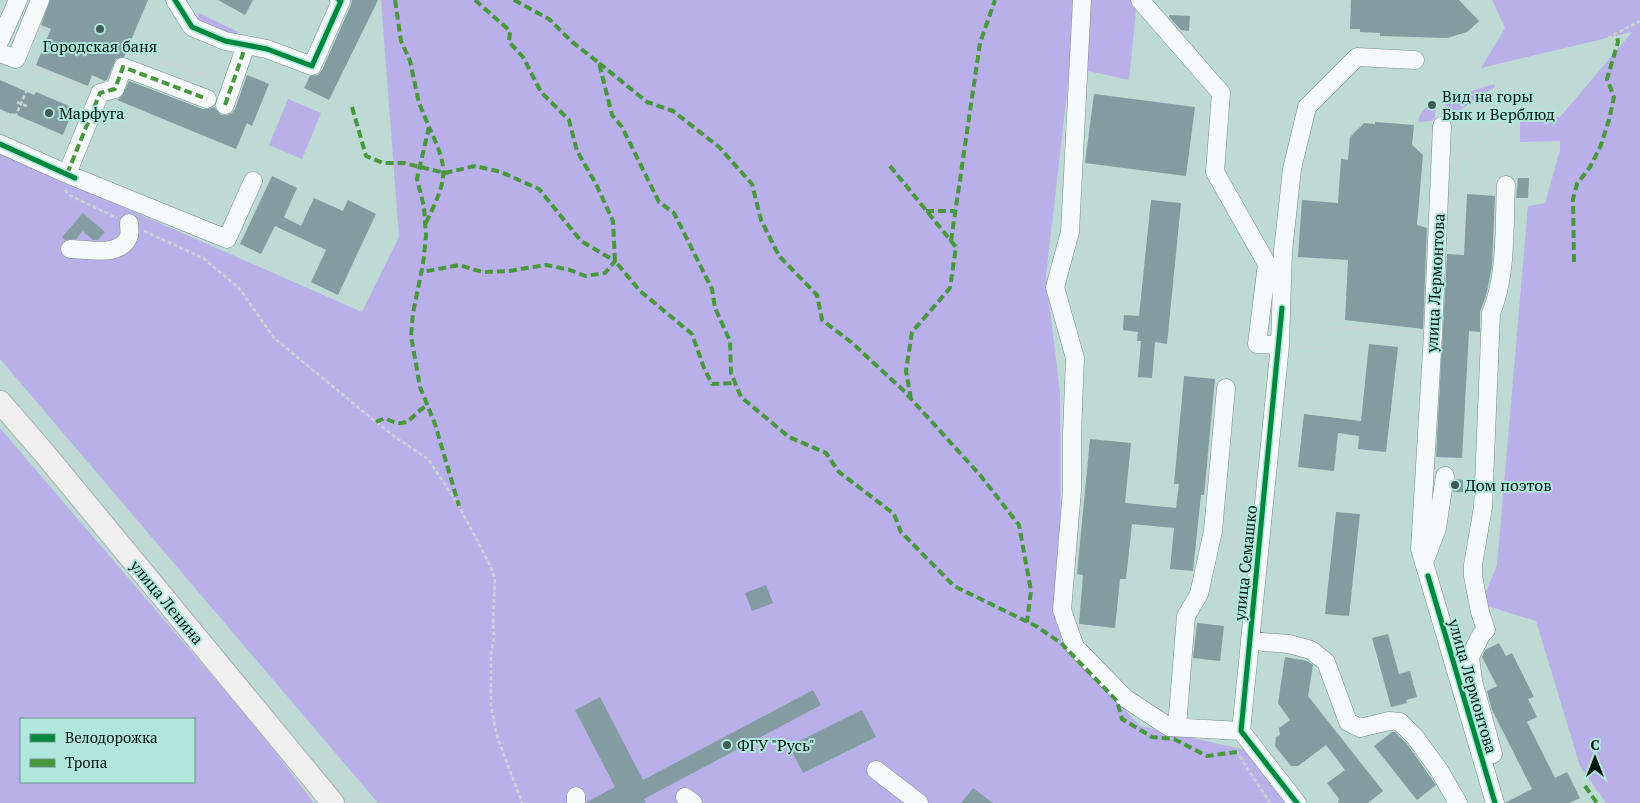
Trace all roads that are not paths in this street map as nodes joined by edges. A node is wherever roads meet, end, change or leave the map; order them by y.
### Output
1 (18, 0) edge
2 (40, 0) edge
3 (338, 0) edge
4 (1082, 0) edge
5 (1140, 0) edge
6 (177, 4) edge
7 (0, 40) edge
8 (246, 45) junction
9 (8, 56) edge
10 (1414, 60) dead end
11 (207, 99) dead end
12 (225, 105) dead end
13 (1442, 126) road end
14 (0, 144) edge
15 (68, 180) junction
16 (253, 181) dead end
17 (1506, 185) road end
18 (129, 224) road end
19 (70, 249) dead end
20 (1280, 345) junction
21 (1226, 388) dead end
22 (0, 402) edge
23 (1446, 476) road end
24 (1426, 570) junction
25 (1250, 639) junction
26 (1177, 727) junction
27 (1235, 731) junction
28 (876, 770) dead end
29 (333, 803) edge
30 (919, 803) edge
31 (1297, 803) edge
32 (1458, 803) edge
33 (1495, 803) edge
34 (1506, 803) edge

1 - 7 street
2 - 9 street
3 - 8 street
4 - 26 street
5 - 20 street
6 - 8 street
8 - 12 street
10 - 20 street, улица Семашко
11 - 15 street
13 - 24 street, улица Лермонтова
14 - 15 street
15 - 16 street
17 - 34 street
18 - 19 street
20 - 25 street, улица Семашко
21 - 26 street
22 - 29 main road, улица Ленина
23 - 24 street
24 - 33 street, улица Лермонтова
25 - 27 street, улица Семашко
25 - 32 street
26 - 27 street
27 - 31 street
28 - 30 street

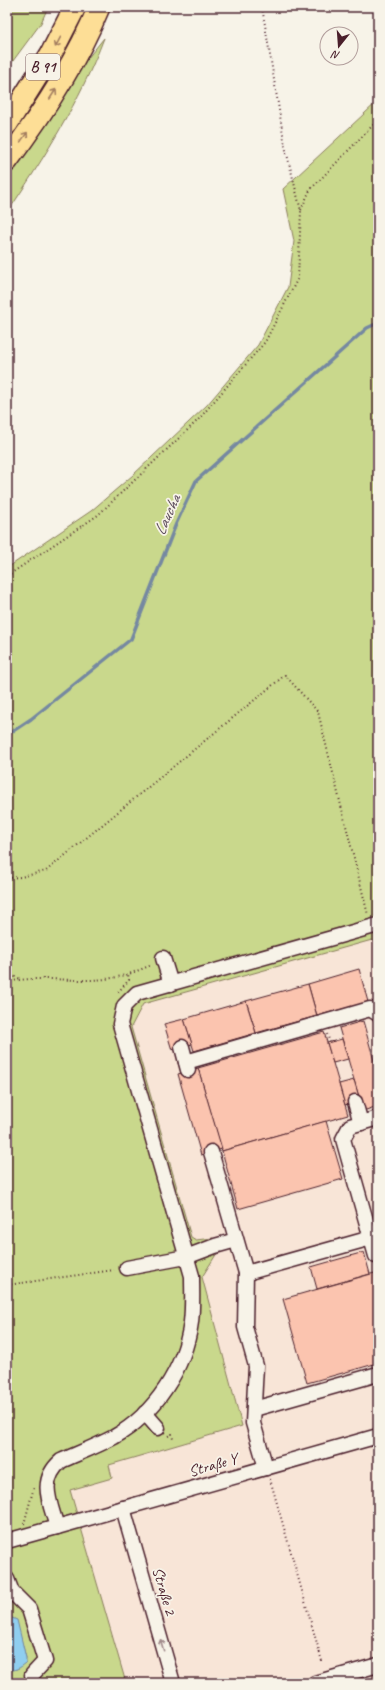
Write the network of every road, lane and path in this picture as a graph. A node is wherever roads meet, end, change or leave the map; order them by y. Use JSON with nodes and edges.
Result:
{"nodes":[{"id":1,"x":75,"y":7,"type":"edge"},
{"id":2,"x":99,"y":7,"type":"edge"},
{"id":3,"x":262,"y":7,"type":"edge"},
{"id":4,"x":378,"y":120,"type":"edge"},
{"id":5,"x":7,"y":124,"type":"edge"},
{"id":6,"x":7,"y":161,"type":"edge"},
{"id":7,"x":301,"y":211,"type":"junction"},
{"id":8,"x":7,"y":576,"type":"edge"},
{"id":9,"x":7,"y":878,"type":"edge"},
{"id":10,"x":375,"y":926,"type":"edge"},
{"id":11,"x":164,"y":959,"type":"joint"},
{"id":12,"x":7,"y":974,"type":"edge"},
{"id":13,"x":128,"y":974,"type":"junction"},
{"id":14,"x":22,"y":980,"type":"junction"},
{"id":15,"x":7,"y":982,"type":"edge"},
{"id":16,"x":171,"y":984,"type":"junction"},
{"id":17,"x":120,"y":991,"type":"dead end"},
{"id":18,"x":378,"y":1014,"type":"edge"},
{"id":19,"x":182,"y":1048,"type":"dead end"},
{"id":20,"x":378,"y":1060,"type":"edge"},
{"id":21,"x":374,"y":1062,"type":"dead end"},
{"id":22,"x":355,"y":1102,"type":"dead end"},
{"id":23,"x":378,"y":1118,"type":"edge"},
{"id":24,"x":361,"y":1123,"type":"junction"},
{"id":25,"x":211,"y":1152,"type":"dead end"},
{"id":26,"x":372,"y":1219,"type":"edge"},
{"id":27,"x":371,"y":1238,"type":"junction"},
{"id":28,"x":236,"y":1240,"type":"junction"},
{"id":29,"x":378,"y":1255,"type":"edge"},
{"id":30,"x":186,"y":1257,"type":"junction"},
{"id":31,"x":127,"y":1268,"type":"joint"},
{"id":32,"x":246,"y":1274,"type":"junction"},
{"id":33,"x":7,"y":1285,"type":"edge"},
{"id":34,"x":378,"y":1374,"type":"edge"},
{"id":35,"x":254,"y":1409,"type":"junction"},
{"id":36,"x":145,"y":1413,"type":"junction"},
{"id":37,"x":161,"y":1432,"type":"joint"},
{"id":38,"x":378,"y":1436,"type":"edge"},
{"id":39,"x":173,"y":1439,"type":"dead end"},
{"id":40,"x":266,"y":1468,"type":"junction"},
{"id":41,"x":35,"y":1483,"type":"dead end"},
{"id":42,"x":123,"y":1508,"type":"junction"},
{"id":43,"x":20,"y":1527,"type":"dead end"},
{"id":44,"x":57,"y":1527,"type":"junction"},
{"id":45,"x":7,"y":1541,"type":"edge"},
{"id":46,"x":7,"y":1580,"type":"edge"},
{"id":47,"x":322,"y":1661,"type":"dead end"},
{"id":48,"x":378,"y":1665,"type":"edge"},
{"id":49,"x":32,"y":1675,"type":"dead end"},
{"id":50,"x":173,"y":1683,"type":"edge"},
{"id":51,"x":315,"y":1683,"type":"edge"}],
"edges":[{"from":1,"to":5,"type":"highway","number":"B 91","one_way":true},
{"from":6,"to":2,"type":"highway","number":"B 91","one_way":true},
{"from":3,"to":7,"type":"path"},
{"from":4,"to":7,"type":"path"},
{"from":7,"to":8,"type":"path"},
{"from":9,"to":10,"type":"path"},
{"from":10,"to":16,"type":"street"},
{"from":11,"to":13,"type":"path"},
{"from":11,"to":16,"type":"street"},
{"from":12,"to":14,"type":"path"},
{"from":13,"to":14,"type":"path"},
{"from":13,"to":17,"type":"path"},
{"from":14,"to":15,"type":"path"},
{"from":16,"to":30,"type":"street"},
{"from":18,"to":19,"type":"street"},
{"from":20,"to":21,"type":"path"},
{"from":22,"to":24,"type":"street"},
{"from":23,"to":24,"type":"street"},
{"from":24,"to":26,"type":"street"},
{"from":25,"to":28,"type":"street"},
{"from":26,"to":27,"type":"street"},
{"from":27,"to":29,"type":"street"},
{"from":27,"to":32,"type":"street"},
{"from":28,"to":30,"type":"street"},
{"from":28,"to":32,"type":"street"},
{"from":30,"to":31,"type":"street"},
{"from":30,"to":36,"type":"street"},
{"from":31,"to":33,"type":"path"},
{"from":32,"to":35,"type":"street"},
{"from":34,"to":35,"type":"street"},
{"from":35,"to":40,"type":"street"},
{"from":36,"to":37,"type":"street"},
{"from":36,"to":44,"type":"street"},
{"from":37,"to":39,"type":"path"},
{"from":38,"to":40,"type":"street","name":"Straße Y"},
{"from":40,"to":42,"type":"street","name":"Straße Y"},
{"from":40,"to":47,"type":"path"},
{"from":41,"to":43,"type":"path"},
{"from":42,"to":44,"type":"street","name":"Straße Y"},
{"from":50,"to":42,"type":"street","name":"Straße 2","one_way":true},
{"from":44,"to":45,"type":"street","name":"Straße Y"},
{"from":46,"to":49,"type":"street"},
{"from":48,"to":51,"type":"street"}]}
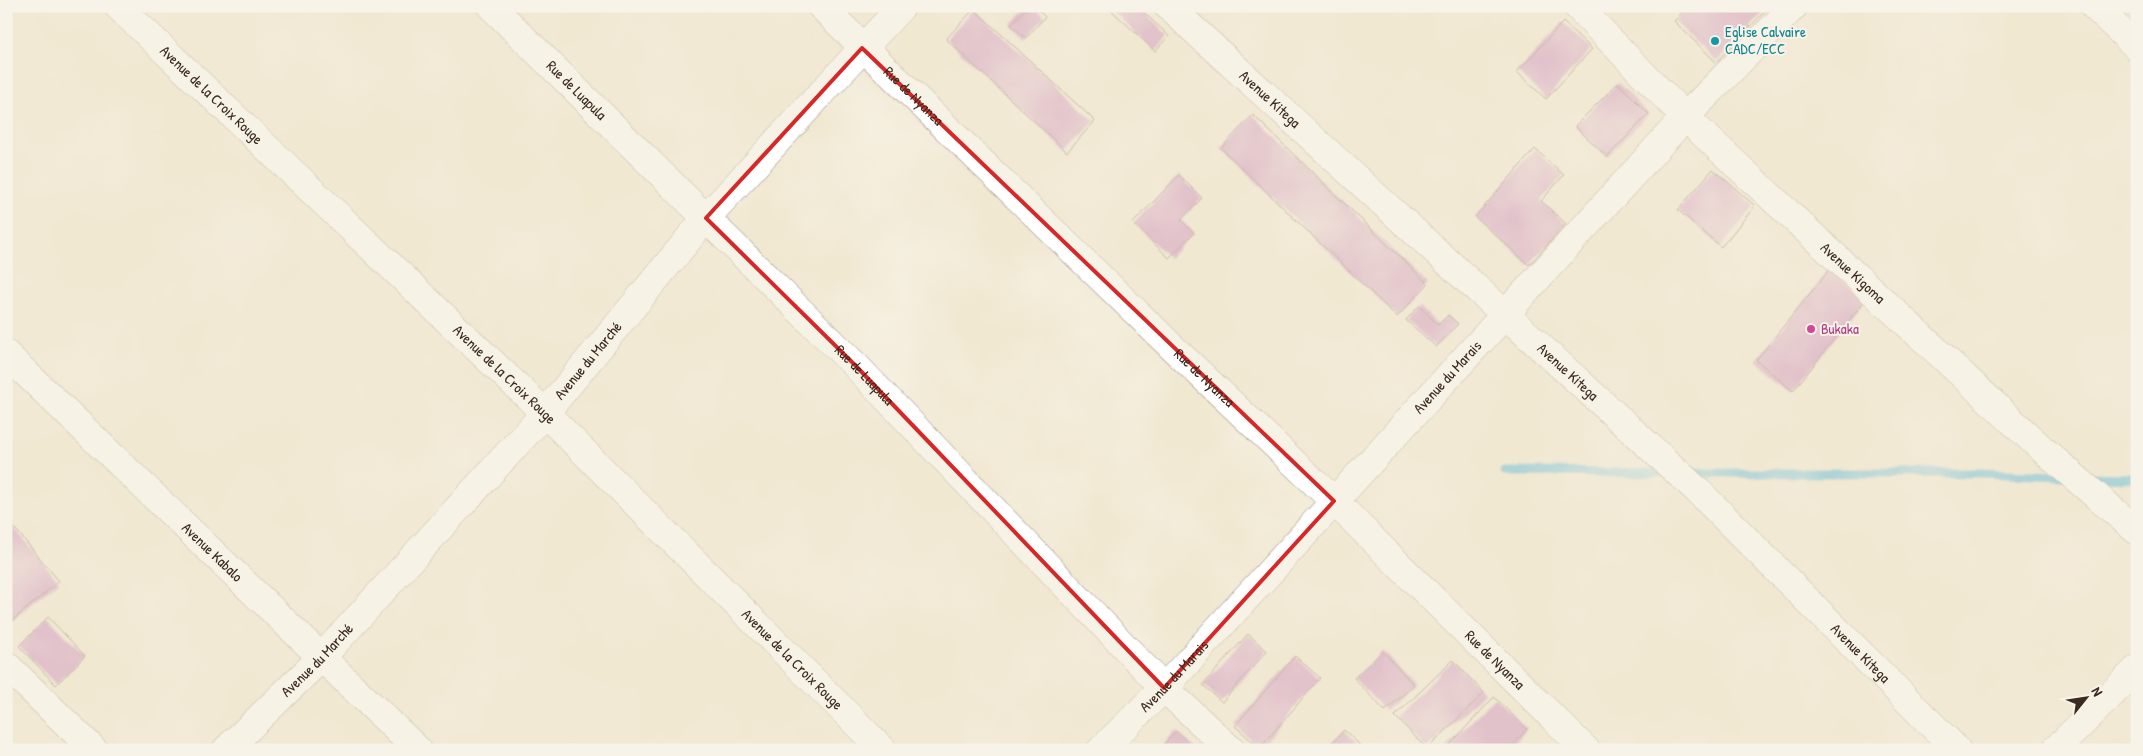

________________

Problem details:
Your answer must be an exact copy of every entry, with the pictures left out.

Written response:
Trace all roads that are not paths in this street map as nodes joined by edges. A node is wherever roads meet, end, change or leave the map; order them by y.
### Output
1 (18, 0) edge
2 (40, 0) edge
3 (338, 0) edge
4 (1082, 0) edge
5 (1140, 0) edge
6 (177, 4) edge
7 (0, 40) edge
8 (246, 45) junction
9 (8, 56) edge
10 (1414, 60) dead end
11 (207, 99) dead end
12 (225, 105) dead end
13 (1442, 126) road end
14 (0, 144) edge
15 (68, 180) junction
16 (253, 181) dead end
17 (1506, 185) road end
18 (129, 224) road end
19 (70, 249) dead end
20 (1280, 345) junction
21 (1226, 388) dead end
22 (0, 402) edge
23 (1446, 476) road end
24 (1426, 570) junction
25 (1250, 639) junction
26 (1177, 727) junction
27 (1235, 731) junction
28 (876, 770) dead end
29 (333, 803) edge
30 (919, 803) edge
31 (1297, 803) edge
32 (1458, 803) edge
33 (1495, 803) edge
34 (1506, 803) edge

1 - 7 street
2 - 9 street
3 - 8 street
4 - 26 street
5 - 20 street
6 - 8 street
8 - 12 street
10 - 20 street, улица Семашко
11 - 15 street
13 - 24 street, улица Лермонтова
14 - 15 street
15 - 16 street
17 - 34 street
18 - 19 street
20 - 25 street, улица Семашко
21 - 26 street
22 - 29 main road, улица Ленина
23 - 24 street
24 - 33 street, улица Лермонтова
25 - 27 street, улица Семашко
25 - 32 street
26 - 27 street
27 - 31 street
28 - 30 street

Write the network of every road, lane and path in this picture as a graph. A node is wherever roads meet, end, change or leave the map; order them by y. Use JSON with nodes and edges.
Result:
{"nodes":[{"id":1,"x":75,"y":7,"type":"edge"},
{"id":2,"x":99,"y":7,"type":"edge"},
{"id":3,"x":262,"y":7,"type":"edge"},
{"id":4,"x":378,"y":120,"type":"edge"},
{"id":5,"x":7,"y":124,"type":"edge"},
{"id":6,"x":7,"y":161,"type":"edge"},
{"id":7,"x":301,"y":211,"type":"junction"},
{"id":8,"x":7,"y":576,"type":"edge"},
{"id":9,"x":7,"y":878,"type":"edge"},
{"id":10,"x":375,"y":926,"type":"edge"},
{"id":11,"x":164,"y":959,"type":"joint"},
{"id":12,"x":7,"y":974,"type":"edge"},
{"id":13,"x":128,"y":974,"type":"junction"},
{"id":14,"x":22,"y":980,"type":"junction"},
{"id":15,"x":7,"y":982,"type":"edge"},
{"id":16,"x":171,"y":984,"type":"junction"},
{"id":17,"x":120,"y":991,"type":"dead end"},
{"id":18,"x":378,"y":1014,"type":"edge"},
{"id":19,"x":182,"y":1048,"type":"dead end"},
{"id":20,"x":378,"y":1060,"type":"edge"},
{"id":21,"x":374,"y":1062,"type":"dead end"},
{"id":22,"x":355,"y":1102,"type":"dead end"},
{"id":23,"x":378,"y":1118,"type":"edge"},
{"id":24,"x":361,"y":1123,"type":"junction"},
{"id":25,"x":211,"y":1152,"type":"dead end"},
{"id":26,"x":372,"y":1219,"type":"edge"},
{"id":27,"x":371,"y":1238,"type":"junction"},
{"id":28,"x":236,"y":1240,"type":"junction"},
{"id":29,"x":378,"y":1255,"type":"edge"},
{"id":30,"x":186,"y":1257,"type":"junction"},
{"id":31,"x":127,"y":1268,"type":"joint"},
{"id":32,"x":246,"y":1274,"type":"junction"},
{"id":33,"x":7,"y":1285,"type":"edge"},
{"id":34,"x":378,"y":1374,"type":"edge"},
{"id":35,"x":254,"y":1409,"type":"junction"},
{"id":36,"x":145,"y":1413,"type":"junction"},
{"id":37,"x":161,"y":1432,"type":"joint"},
{"id":38,"x":378,"y":1436,"type":"edge"},
{"id":39,"x":173,"y":1439,"type":"dead end"},
{"id":40,"x":266,"y":1468,"type":"junction"},
{"id":41,"x":35,"y":1483,"type":"dead end"},
{"id":42,"x":123,"y":1508,"type":"junction"},
{"id":43,"x":20,"y":1527,"type":"dead end"},
{"id":44,"x":57,"y":1527,"type":"junction"},
{"id":45,"x":7,"y":1541,"type":"edge"},
{"id":46,"x":7,"y":1580,"type":"edge"},
{"id":47,"x":322,"y":1661,"type":"dead end"},
{"id":48,"x":378,"y":1665,"type":"edge"},
{"id":49,"x":32,"y":1675,"type":"dead end"},
{"id":50,"x":173,"y":1683,"type":"edge"},
{"id":51,"x":315,"y":1683,"type":"edge"}],
"edges":[{"from":1,"to":5,"type":"highway","number":"B 91","one_way":true},
{"from":6,"to":2,"type":"highway","number":"B 91","one_way":true},
{"from":3,"to":7,"type":"path"},
{"from":4,"to":7,"type":"path"},
{"from":7,"to":8,"type":"path"},
{"from":9,"to":10,"type":"path"},
{"from":10,"to":16,"type":"street"},
{"from":11,"to":13,"type":"path"},
{"from":11,"to":16,"type":"street"},
{"from":12,"to":14,"type":"path"},
{"from":13,"to":14,"type":"path"},
{"from":13,"to":17,"type":"path"},
{"from":14,"to":15,"type":"path"},
{"from":16,"to":30,"type":"street"},
{"from":18,"to":19,"type":"street"},
{"from":20,"to":21,"type":"path"},
{"from":22,"to":24,"type":"street"},
{"from":23,"to":24,"type":"street"},
{"from":24,"to":26,"type":"street"},
{"from":25,"to":28,"type":"street"},
{"from":26,"to":27,"type":"street"},
{"from":27,"to":29,"type":"street"},
{"from":27,"to":32,"type":"street"},
{"from":28,"to":30,"type":"street"},
{"from":28,"to":32,"type":"street"},
{"from":30,"to":31,"type":"street"},
{"from":30,"to":36,"type":"street"},
{"from":31,"to":33,"type":"path"},
{"from":32,"to":35,"type":"street"},
{"from":34,"to":35,"type":"street"},
{"from":35,"to":40,"type":"street"},
{"from":36,"to":37,"type":"street"},
{"from":36,"to":44,"type":"street"},
{"from":37,"to":39,"type":"path"},
{"from":38,"to":40,"type":"street","name":"Straße Y"},
{"from":40,"to":42,"type":"street","name":"Straße Y"},
{"from":40,"to":47,"type":"path"},
{"from":41,"to":43,"type":"path"},
{"from":42,"to":44,"type":"street","name":"Straße Y"},
{"from":50,"to":42,"type":"street","name":"Straße 2","one_way":true},
{"from":44,"to":45,"type":"street","name":"Straße Y"},
{"from":46,"to":49,"type":"street"},
{"from":48,"to":51,"type":"street"}]}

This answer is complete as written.